Stored data
BEGIN

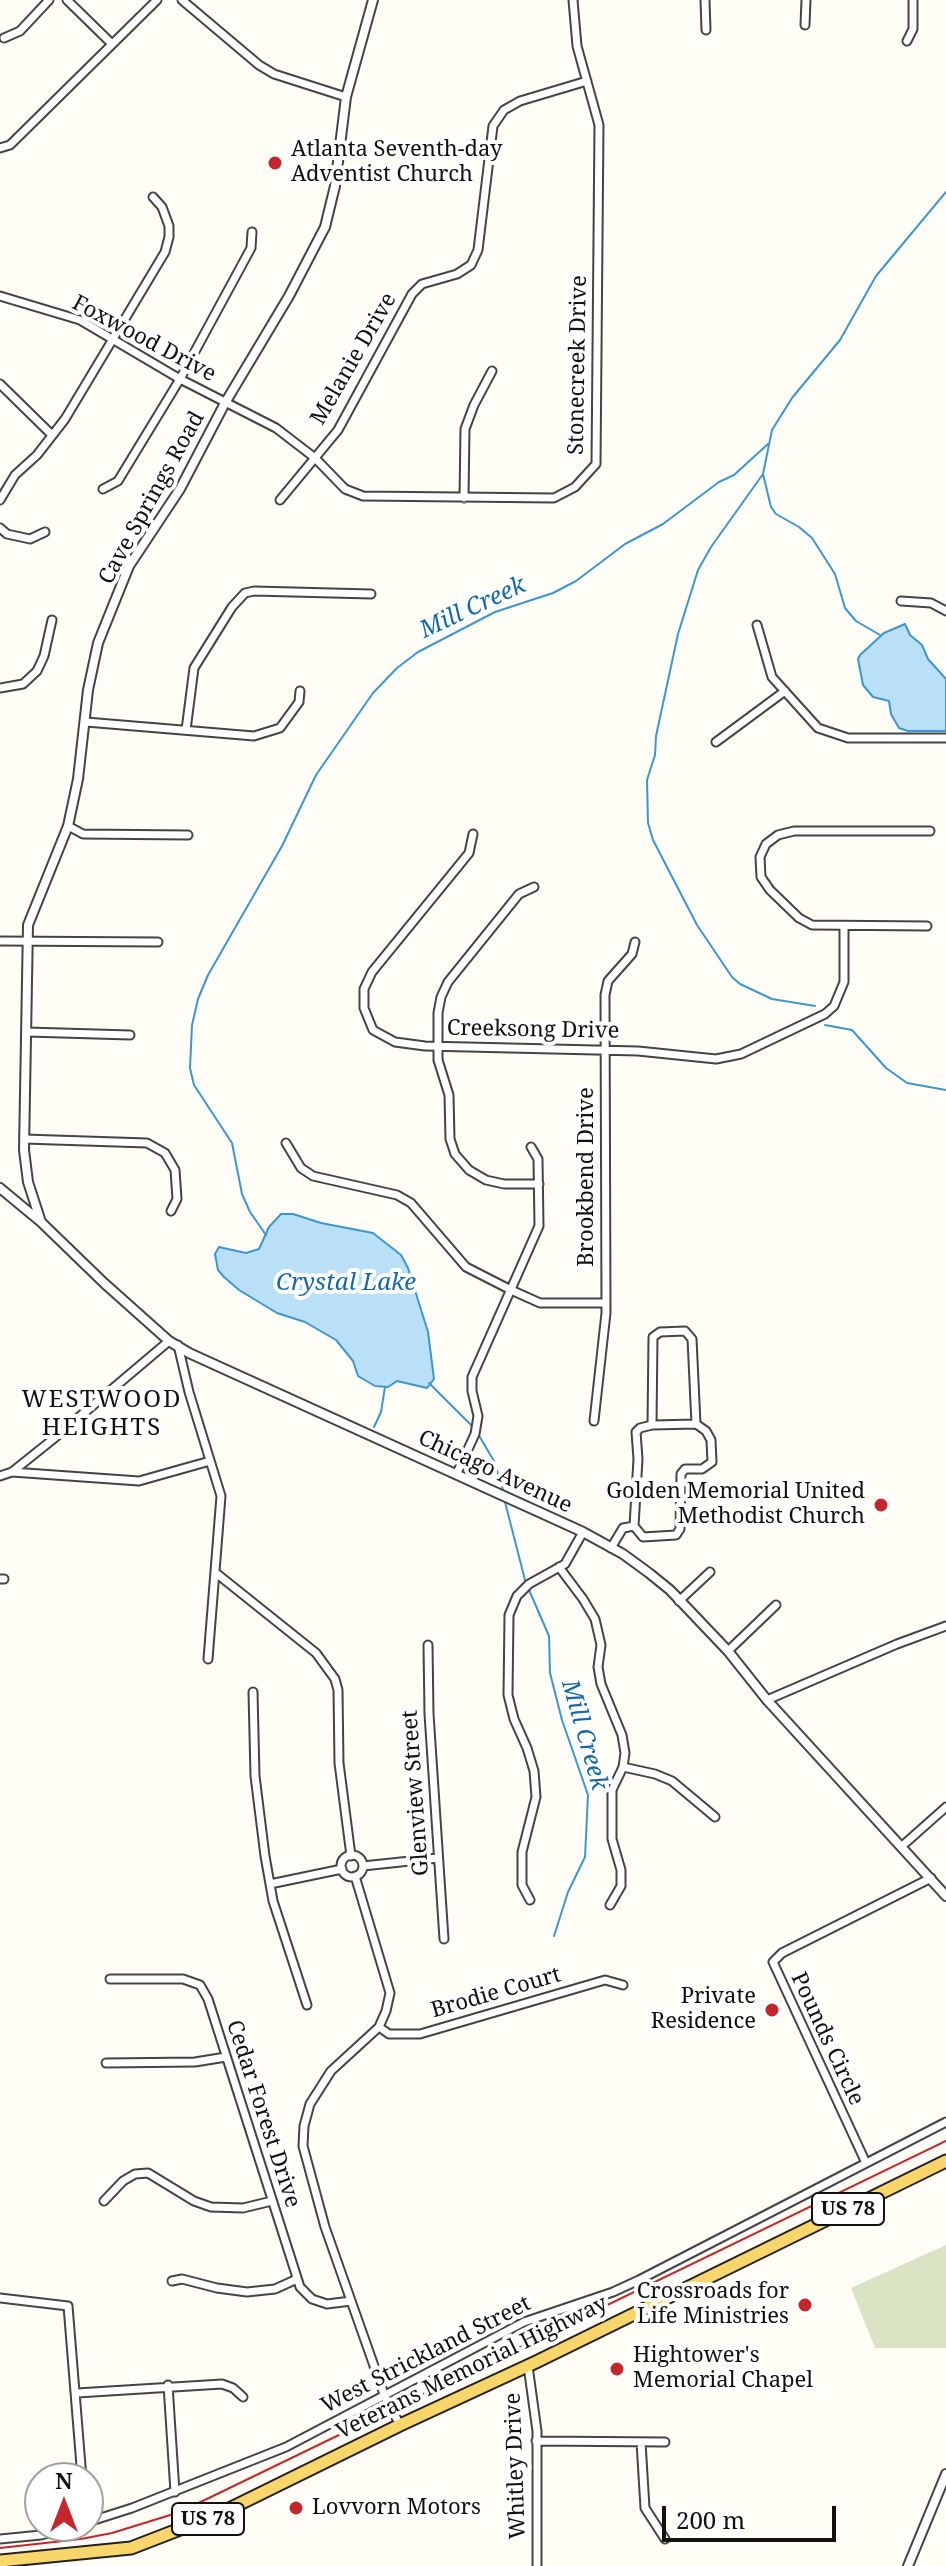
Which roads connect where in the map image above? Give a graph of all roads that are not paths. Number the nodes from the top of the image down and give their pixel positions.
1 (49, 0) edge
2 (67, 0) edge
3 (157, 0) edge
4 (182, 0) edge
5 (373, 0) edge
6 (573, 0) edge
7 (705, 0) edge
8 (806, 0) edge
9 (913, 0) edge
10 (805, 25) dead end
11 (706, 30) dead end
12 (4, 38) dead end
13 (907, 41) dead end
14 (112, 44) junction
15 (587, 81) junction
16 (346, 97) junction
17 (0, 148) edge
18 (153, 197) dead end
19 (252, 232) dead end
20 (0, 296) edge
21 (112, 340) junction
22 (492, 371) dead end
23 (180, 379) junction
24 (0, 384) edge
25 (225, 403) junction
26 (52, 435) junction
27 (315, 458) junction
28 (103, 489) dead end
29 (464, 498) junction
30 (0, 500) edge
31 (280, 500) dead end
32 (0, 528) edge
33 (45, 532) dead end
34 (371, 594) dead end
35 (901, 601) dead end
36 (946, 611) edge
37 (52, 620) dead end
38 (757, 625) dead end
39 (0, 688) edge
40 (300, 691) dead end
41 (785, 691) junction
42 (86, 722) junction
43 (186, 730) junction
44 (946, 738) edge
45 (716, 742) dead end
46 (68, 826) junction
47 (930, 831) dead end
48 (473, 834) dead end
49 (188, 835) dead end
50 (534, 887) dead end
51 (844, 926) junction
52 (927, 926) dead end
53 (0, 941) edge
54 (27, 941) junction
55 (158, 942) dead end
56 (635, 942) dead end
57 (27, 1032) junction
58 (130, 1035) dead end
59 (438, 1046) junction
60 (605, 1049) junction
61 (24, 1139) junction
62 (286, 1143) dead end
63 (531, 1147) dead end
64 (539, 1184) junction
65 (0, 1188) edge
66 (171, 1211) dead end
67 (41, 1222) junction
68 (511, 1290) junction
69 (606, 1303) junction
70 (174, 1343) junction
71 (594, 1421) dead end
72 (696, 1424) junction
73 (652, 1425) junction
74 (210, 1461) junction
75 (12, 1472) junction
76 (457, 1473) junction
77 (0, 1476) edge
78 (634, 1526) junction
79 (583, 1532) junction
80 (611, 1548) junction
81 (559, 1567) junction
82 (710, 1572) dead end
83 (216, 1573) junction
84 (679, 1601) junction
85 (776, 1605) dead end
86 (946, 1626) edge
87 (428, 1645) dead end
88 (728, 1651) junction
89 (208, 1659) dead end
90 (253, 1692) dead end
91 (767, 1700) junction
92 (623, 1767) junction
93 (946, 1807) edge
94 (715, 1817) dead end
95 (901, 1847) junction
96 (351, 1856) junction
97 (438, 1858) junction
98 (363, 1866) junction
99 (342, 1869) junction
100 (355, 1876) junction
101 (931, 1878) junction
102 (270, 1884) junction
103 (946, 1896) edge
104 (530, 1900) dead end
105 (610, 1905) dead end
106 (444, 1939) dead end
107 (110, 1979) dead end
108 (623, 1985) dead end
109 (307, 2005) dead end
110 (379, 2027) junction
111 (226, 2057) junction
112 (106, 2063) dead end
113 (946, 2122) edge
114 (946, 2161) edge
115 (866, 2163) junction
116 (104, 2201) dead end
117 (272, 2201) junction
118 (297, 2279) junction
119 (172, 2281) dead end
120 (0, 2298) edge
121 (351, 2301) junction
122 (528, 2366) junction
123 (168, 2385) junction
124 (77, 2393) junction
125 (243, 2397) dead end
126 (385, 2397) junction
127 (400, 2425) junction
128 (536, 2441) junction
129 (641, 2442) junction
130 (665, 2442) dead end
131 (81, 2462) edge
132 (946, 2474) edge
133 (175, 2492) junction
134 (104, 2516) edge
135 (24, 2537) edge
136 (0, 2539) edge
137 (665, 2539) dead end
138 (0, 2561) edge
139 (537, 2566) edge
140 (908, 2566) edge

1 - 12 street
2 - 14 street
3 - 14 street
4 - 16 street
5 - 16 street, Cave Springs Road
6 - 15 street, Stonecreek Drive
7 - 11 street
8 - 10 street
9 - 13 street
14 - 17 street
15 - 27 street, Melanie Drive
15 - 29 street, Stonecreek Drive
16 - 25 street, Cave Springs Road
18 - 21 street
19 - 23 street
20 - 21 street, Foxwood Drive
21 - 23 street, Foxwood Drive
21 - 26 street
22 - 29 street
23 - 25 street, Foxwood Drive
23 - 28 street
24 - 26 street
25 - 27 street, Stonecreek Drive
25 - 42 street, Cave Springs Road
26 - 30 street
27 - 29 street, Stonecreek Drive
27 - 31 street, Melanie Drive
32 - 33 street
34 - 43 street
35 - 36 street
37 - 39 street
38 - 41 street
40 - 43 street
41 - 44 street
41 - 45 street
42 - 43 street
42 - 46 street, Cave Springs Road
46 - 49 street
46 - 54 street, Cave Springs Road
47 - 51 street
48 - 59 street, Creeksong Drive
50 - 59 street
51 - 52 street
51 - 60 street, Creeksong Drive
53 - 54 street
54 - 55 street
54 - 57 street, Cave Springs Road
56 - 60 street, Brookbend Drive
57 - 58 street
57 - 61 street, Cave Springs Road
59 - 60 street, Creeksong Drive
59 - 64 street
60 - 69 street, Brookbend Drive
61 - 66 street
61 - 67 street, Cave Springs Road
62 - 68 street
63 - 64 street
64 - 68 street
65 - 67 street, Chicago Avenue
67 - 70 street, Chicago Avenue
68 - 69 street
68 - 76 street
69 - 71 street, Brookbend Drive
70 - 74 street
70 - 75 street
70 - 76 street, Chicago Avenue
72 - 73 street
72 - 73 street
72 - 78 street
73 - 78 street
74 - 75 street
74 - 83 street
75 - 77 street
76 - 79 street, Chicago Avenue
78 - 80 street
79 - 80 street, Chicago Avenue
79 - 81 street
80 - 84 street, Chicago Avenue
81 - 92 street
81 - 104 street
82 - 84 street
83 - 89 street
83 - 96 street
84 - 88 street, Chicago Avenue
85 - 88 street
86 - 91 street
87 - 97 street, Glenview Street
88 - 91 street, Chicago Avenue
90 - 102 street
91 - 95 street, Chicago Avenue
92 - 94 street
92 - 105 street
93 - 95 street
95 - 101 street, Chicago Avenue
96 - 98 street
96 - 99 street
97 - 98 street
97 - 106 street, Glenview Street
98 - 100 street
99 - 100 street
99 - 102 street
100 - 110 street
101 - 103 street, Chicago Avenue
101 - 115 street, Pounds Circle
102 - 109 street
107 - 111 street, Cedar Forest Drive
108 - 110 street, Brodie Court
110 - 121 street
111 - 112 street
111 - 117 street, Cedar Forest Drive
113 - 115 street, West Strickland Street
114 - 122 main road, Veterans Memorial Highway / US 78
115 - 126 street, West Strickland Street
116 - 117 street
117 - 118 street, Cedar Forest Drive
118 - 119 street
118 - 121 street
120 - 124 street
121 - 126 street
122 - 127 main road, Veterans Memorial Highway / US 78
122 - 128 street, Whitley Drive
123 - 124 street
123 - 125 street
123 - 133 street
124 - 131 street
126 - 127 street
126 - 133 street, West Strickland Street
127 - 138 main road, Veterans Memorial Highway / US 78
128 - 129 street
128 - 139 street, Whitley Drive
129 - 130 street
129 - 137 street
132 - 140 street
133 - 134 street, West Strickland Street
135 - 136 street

END

Across all the records above, find each line with "Whitley" in it and copy it.

122 - 128 street, Whitley Drive
128 - 139 street, Whitley Drive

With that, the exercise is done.